午前2時

南東メキシコの空気の澄んだ冬の夜、ジャングルの気温は驚くほど低い。今朝は湿った寒さで午前2時に目が覚めてしまった。あたりは真っ暗闇で、目が暗闇に慣れるのに時間がかかる。やっと目が慣れてくるが、周りの奇妙な形が何なのか、まだ見えるまでいかないので推測するしかない。私が寝ている小屋ではジャングルのすべての音が間近に聞こえる。近くの水溜りでは動物が水を飲んでいる音が聞こえる。ハナジロアナグマであろうか。フクロウは絶え間なく甲高い声で鳴いている。今回のプロジェクトはジャガーの生態と保護に関する研究を続けるというものだが、先週始まったばかりだというのに疲れきった私にとってはもう何世紀間もこのプロジェクトが続いているかのように思える。

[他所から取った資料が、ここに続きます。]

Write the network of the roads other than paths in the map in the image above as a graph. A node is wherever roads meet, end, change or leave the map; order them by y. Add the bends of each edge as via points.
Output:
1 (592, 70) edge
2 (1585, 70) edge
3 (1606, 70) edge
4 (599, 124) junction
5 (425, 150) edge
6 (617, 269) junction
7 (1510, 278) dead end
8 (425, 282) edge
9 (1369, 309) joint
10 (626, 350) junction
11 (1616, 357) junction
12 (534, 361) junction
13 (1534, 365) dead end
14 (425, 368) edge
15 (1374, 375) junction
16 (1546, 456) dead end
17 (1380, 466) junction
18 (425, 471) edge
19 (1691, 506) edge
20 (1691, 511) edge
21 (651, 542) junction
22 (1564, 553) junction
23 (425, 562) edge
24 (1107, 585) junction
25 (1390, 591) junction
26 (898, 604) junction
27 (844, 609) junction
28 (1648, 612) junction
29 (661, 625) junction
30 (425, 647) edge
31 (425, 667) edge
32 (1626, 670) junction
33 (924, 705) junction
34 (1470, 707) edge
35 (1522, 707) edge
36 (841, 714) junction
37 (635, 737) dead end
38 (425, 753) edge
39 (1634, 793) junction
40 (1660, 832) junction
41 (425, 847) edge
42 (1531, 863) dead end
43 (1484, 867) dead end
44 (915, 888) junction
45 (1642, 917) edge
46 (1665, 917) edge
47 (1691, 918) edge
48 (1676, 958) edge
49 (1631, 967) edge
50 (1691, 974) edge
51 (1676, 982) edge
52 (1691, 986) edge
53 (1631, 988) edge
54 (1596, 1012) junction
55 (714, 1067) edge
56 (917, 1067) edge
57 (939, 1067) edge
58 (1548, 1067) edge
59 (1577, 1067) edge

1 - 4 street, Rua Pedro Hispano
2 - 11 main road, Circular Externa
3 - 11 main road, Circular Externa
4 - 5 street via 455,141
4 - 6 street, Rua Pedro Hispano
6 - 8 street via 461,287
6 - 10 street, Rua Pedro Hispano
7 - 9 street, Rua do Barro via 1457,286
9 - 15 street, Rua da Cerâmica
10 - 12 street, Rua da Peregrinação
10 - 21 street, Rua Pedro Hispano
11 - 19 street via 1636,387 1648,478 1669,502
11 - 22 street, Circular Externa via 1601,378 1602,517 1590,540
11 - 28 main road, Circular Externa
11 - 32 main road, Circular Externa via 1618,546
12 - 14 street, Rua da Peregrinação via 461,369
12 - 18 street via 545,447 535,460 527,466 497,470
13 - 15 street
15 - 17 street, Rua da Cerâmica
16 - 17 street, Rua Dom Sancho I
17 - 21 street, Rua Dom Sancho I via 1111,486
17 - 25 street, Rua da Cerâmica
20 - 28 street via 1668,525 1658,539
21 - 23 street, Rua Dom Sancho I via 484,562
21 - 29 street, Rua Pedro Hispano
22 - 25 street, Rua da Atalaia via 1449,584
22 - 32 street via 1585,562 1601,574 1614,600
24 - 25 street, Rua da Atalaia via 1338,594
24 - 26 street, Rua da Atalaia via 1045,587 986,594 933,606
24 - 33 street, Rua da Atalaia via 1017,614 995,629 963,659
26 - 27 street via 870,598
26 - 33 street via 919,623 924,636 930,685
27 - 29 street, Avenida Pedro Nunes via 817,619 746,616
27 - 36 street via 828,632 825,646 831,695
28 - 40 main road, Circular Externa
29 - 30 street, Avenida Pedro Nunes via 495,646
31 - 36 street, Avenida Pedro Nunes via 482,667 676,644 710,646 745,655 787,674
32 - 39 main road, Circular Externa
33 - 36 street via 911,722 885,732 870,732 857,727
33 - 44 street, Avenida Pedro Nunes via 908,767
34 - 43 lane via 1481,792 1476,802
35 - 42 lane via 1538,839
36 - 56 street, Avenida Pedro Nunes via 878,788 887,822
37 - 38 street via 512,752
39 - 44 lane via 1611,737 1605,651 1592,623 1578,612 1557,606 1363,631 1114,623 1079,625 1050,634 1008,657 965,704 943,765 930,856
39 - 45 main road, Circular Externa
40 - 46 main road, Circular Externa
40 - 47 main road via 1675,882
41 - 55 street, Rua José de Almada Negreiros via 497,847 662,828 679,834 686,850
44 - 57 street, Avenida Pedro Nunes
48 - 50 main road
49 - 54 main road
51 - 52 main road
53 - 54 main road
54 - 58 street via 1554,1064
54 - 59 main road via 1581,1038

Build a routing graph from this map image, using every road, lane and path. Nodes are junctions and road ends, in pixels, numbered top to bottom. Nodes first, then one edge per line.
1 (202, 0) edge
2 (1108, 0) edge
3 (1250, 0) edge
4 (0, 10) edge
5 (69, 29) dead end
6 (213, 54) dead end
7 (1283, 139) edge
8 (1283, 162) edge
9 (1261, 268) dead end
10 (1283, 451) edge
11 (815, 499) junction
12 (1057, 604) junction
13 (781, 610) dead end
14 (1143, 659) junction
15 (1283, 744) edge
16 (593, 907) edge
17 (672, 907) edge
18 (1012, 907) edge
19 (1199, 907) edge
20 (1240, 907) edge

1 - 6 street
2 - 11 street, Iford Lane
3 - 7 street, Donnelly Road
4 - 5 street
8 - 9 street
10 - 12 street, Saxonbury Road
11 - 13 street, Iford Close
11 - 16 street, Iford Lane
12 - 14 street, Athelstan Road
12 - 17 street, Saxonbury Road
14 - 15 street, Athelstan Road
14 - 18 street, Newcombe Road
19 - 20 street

我々がいるのはカンペシェ州にあるジャングルで、ここは唯一メキシコの熱帯動植物がたくさん残っている場所である。この人類の歴史的遺産を一部でも保護しようと、1989年に連邦政府の命令で723,185ヘクタールに渡るCalakmul生物保護区が設立された。この地では1,600種の維管束植物と550種の脊椎動物について詳細に記録されており、メキシコをはじめ、ほとんどの地域では既に絶滅しているelegant eagle(Spizaetus ornatus)、バク(Tapirus bairdii)、クチジロイノシシ(Tayassu pecari)やジャガー(Panthera onca)も、まだ相当数残っている。